### What the exercise asks:
Output the records. Match them exactly.

(Saved data entries)
====================
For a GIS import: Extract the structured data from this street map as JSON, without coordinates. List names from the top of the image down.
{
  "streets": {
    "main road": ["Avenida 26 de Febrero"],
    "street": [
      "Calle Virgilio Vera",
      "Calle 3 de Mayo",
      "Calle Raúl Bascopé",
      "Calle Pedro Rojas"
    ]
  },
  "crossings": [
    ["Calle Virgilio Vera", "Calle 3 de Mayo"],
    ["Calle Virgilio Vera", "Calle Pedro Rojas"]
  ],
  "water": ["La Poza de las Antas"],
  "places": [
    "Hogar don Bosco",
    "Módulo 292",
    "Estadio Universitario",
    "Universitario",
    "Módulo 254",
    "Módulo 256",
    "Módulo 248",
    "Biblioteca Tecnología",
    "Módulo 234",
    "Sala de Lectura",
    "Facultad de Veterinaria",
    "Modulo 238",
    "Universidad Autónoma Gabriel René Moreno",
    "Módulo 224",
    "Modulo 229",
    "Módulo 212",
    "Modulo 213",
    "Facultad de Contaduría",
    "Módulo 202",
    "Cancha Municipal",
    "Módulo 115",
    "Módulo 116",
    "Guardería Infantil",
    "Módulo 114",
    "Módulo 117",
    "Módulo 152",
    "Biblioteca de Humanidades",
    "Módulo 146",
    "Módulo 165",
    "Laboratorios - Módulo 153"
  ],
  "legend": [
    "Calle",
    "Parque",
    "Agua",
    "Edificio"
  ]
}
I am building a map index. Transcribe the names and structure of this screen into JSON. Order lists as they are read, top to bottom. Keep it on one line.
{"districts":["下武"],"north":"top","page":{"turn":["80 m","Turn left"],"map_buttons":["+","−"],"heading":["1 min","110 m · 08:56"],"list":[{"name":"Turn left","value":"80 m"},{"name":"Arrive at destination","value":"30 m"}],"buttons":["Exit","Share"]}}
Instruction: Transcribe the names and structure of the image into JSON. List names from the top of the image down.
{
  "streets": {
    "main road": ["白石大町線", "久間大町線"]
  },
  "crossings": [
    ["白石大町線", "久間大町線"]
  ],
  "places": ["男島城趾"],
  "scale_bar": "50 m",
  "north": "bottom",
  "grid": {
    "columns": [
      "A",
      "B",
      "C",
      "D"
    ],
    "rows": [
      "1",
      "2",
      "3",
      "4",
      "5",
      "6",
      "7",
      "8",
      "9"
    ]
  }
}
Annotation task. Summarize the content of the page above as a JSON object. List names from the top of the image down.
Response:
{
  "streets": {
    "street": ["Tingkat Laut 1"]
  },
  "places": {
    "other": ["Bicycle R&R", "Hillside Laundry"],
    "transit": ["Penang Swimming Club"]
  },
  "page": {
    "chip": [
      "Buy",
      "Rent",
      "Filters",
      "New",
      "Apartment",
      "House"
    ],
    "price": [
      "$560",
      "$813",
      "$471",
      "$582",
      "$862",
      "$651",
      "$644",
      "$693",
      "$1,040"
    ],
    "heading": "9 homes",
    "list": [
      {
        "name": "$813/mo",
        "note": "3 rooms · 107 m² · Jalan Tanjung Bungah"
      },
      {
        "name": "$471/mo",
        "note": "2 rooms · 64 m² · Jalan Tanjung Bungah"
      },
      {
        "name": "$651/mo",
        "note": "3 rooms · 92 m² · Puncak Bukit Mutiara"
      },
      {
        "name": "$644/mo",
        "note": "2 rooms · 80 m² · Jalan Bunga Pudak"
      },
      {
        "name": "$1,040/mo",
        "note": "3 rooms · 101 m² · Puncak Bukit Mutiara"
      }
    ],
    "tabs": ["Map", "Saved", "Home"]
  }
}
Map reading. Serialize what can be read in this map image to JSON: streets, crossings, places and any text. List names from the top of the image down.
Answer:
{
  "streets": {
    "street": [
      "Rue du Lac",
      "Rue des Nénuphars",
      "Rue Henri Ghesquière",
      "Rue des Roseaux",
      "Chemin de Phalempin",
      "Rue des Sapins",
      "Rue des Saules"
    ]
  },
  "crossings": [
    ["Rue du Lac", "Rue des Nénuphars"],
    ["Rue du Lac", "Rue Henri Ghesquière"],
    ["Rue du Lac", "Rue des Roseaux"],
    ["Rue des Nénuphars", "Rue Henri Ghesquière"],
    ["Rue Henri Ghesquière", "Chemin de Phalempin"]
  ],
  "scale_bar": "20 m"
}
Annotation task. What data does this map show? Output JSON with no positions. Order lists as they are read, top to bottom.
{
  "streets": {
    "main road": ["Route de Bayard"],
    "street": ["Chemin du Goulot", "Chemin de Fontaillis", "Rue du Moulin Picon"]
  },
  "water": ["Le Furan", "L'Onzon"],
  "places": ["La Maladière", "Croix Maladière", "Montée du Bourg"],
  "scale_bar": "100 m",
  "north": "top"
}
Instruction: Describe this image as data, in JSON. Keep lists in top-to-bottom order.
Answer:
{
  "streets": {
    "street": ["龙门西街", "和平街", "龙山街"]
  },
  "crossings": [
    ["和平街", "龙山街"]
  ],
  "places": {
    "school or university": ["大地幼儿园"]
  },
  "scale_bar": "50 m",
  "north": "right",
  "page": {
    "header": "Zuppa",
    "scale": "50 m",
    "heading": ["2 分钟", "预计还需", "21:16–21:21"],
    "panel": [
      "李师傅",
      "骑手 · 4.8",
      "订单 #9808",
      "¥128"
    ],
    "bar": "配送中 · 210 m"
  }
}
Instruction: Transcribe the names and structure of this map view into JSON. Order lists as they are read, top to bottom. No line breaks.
====================
### Expected answer:
For a GIS import: Extract the structured data from this street map as JSON, without coordinates. List names from the top of the image down.
{
  "streets": {
    "main road": ["Avenida 26 de Febrero"],
    "street": [
      "Calle Virgilio Vera",
      "Calle 3 de Mayo",
      "Calle Raúl Bascopé",
      "Calle Pedro Rojas"
    ]
  },
  "crossings": [
    ["Calle Virgilio Vera", "Calle 3 de Mayo"],
    ["Calle Virgilio Vera", "Calle Pedro Rojas"]
  ],
  "water": ["La Poza de las Antas"],
  "places": [
    "Hogar don Bosco",
    "Módulo 292",
    "Estadio Universitario",
    "Universitario",
    "Módulo 254",
    "Módulo 256",
    "Módulo 248",
    "Biblioteca Tecnología",
    "Módulo 234",
    "Sala de Lectura",
    "Facultad de Veterinaria",
    "Modulo 238",
    "Universidad Autónoma Gabriel René Moreno",
    "Módulo 224",
    "Modulo 229",
    "Módulo 212",
    "Modulo 213",
    "Facultad de Contaduría",
    "Módulo 202",
    "Cancha Municipal",
    "Módulo 115",
    "Módulo 116",
    "Guardería Infantil",
    "Módulo 114",
    "Módulo 117",
    "Módulo 152",
    "Biblioteca de Humanidades",
    "Módulo 146",
    "Módulo 165",
    "Laboratorios - Módulo 153"
  ],
  "legend": [
    "Calle",
    "Parque",
    "Agua",
    "Edificio"
  ]
}
I am building a map index. Transcribe the names and structure of this screen into JSON. Order lists as they are read, top to bottom. Keep it on one line.
{"districts":["下武"],"north":"top","page":{"turn":["80 m","Turn left"],"map_buttons":["+","−"],"heading":["1 min","110 m · 08:56"],"list":[{"name":"Turn left","value":"80 m"},{"name":"Arrive at destination","value":"30 m"}],"buttons":["Exit","Share"]}}
Instruction: Transcribe the names and structure of the image into JSON. List names from the top of the image down.
{
  "streets": {
    "main road": ["白石大町線", "久間大町線"]
  },
  "crossings": [
    ["白石大町線", "久間大町線"]
  ],
  "places": ["男島城趾"],
  "scale_bar": "50 m",
  "north": "bottom",
  "grid": {
    "columns": [
      "A",
      "B",
      "C",
      "D"
    ],
    "rows": [
      "1",
      "2",
      "3",
      "4",
      "5",
      "6",
      "7",
      "8",
      "9"
    ]
  }
}
Annotation task. Summarize the content of the page above as a JSON object. List names from the top of the image down.
Response:
{
  "streets": {
    "street": ["Tingkat Laut 1"]
  },
  "places": {
    "other": ["Bicycle R&R", "Hillside Laundry"],
    "transit": ["Penang Swimming Club"]
  },
  "page": {
    "chip": [
      "Buy",
      "Rent",
      "Filters",
      "New",
      "Apartment",
      "House"
    ],
    "price": [
      "$560",
      "$813",
      "$471",
      "$582",
      "$862",
      "$651",
      "$644",
      "$693",
      "$1,040"
    ],
    "heading": "9 homes",
    "list": [
      {
        "name": "$813/mo",
        "note": "3 rooms · 107 m² · Jalan Tanjung Bungah"
      },
      {
        "name": "$471/mo",
        "note": "2 rooms · 64 m² · Jalan Tanjung Bungah"
      },
      {
        "name": "$651/mo",
        "note": "3 rooms · 92 m² · Puncak Bukit Mutiara"
      },
      {
        "name": "$644/mo",
        "note": "2 rooms · 80 m² · Jalan Bunga Pudak"
      },
      {
        "name": "$1,040/mo",
        "note": "3 rooms · 101 m² · Puncak Bukit Mutiara"
      }
    ],
    "tabs": ["Map", "Saved", "Home"]
  }
}
Map reading. Serialize what can be read in this map image to JSON: streets, crossings, places and any text. List names from the top of the image down.
Answer:
{
  "streets": {
    "street": [
      "Rue du Lac",
      "Rue des Nénuphars",
      "Rue Henri Ghesquière",
      "Rue des Roseaux",
      "Chemin de Phalempin",
      "Rue des Sapins",
      "Rue des Saules"
    ]
  },
  "crossings": [
    ["Rue du Lac", "Rue des Nénuphars"],
    ["Rue du Lac", "Rue Henri Ghesquière"],
    ["Rue du Lac", "Rue des Roseaux"],
    ["Rue des Nénuphars", "Rue Henri Ghesquière"],
    ["Rue Henri Ghesquière", "Chemin de Phalempin"]
  ],
  "scale_bar": "20 m"
}
Annotation task. What data does this map show? Output JSON with no positions. Order lists as they are read, top to bottom.
{
  "streets": {
    "main road": ["Route de Bayard"],
    "street": ["Chemin du Goulot", "Chemin de Fontaillis", "Rue du Moulin Picon"]
  },
  "water": ["Le Furan", "L'Onzon"],
  "places": ["La Maladière", "Croix Maladière", "Montée du Bourg"],
  "scale_bar": "100 m",
  "north": "top"
}
Instruction: Describe this image as data, in JSON. Keep lists in top-to-bottom order.
Answer:
{
  "streets": {
    "street": ["龙门西街", "和平街", "龙山街"]
  },
  "crossings": [
    ["和平街", "龙山街"]
  ],
  "places": {
    "school or university": ["大地幼儿园"]
  },
  "scale_bar": "50 m",
  "north": "right",
  "page": {
    "header": "Zuppa",
    "scale": "50 m",
    "heading": ["2 分钟", "预计还需", "21:16–21:21"],
    "panel": [
      "李师傅",
      "骑手 · 4.8",
      "订单 #9808",
      "¥128"
    ],
    "bar": "配送中 · 210 m"
  }
}
Instruction: Transcribe the names and structure of this map view into JSON. Order lists as they are read, top to bottom. No line breaks.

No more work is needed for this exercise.